The lines to copy run from the one containing "index mcp: (301, 335)" through the last line of the listing; copy them exactly and nothing more.

____________________

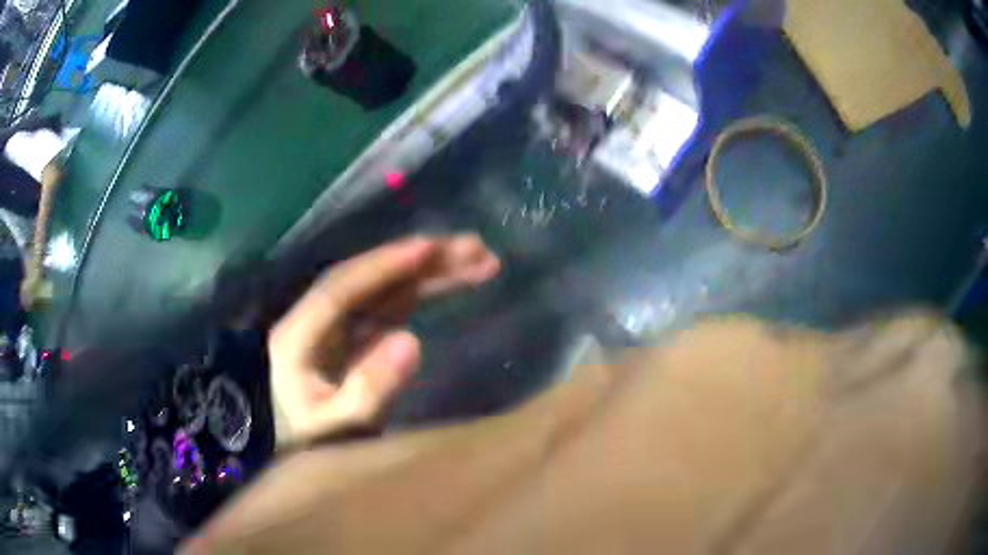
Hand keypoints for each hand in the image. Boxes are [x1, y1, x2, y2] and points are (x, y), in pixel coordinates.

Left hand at [268, 235, 501, 448]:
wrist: (294, 451)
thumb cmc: (311, 442)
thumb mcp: (338, 429)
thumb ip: (369, 391)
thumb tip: (412, 341)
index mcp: (301, 335)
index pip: (342, 288)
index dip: (383, 265)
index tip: (429, 248)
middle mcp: (320, 319)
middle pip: (371, 278)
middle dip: (422, 260)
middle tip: (476, 248)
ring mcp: (341, 324)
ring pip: (388, 287)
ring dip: (432, 271)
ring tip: (481, 260)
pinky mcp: (358, 335)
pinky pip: (394, 304)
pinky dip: (425, 291)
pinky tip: (452, 283)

____________________

- _Solution to the exercise_
index mcp: (301, 335)
index pip: (342, 288)
index dip: (383, 265)
index tip: (429, 248)
middle mcp: (320, 319)
middle pip: (371, 278)
middle dip: (422, 260)
middle tip: (476, 248)
ring mcp: (341, 324)
ring pip: (388, 287)
ring dip: (432, 271)
ring tip: (481, 260)
pinky mcp: (358, 335)
pinky pip: (394, 304)
pinky dip: (425, 291)
pinky tip: (452, 283)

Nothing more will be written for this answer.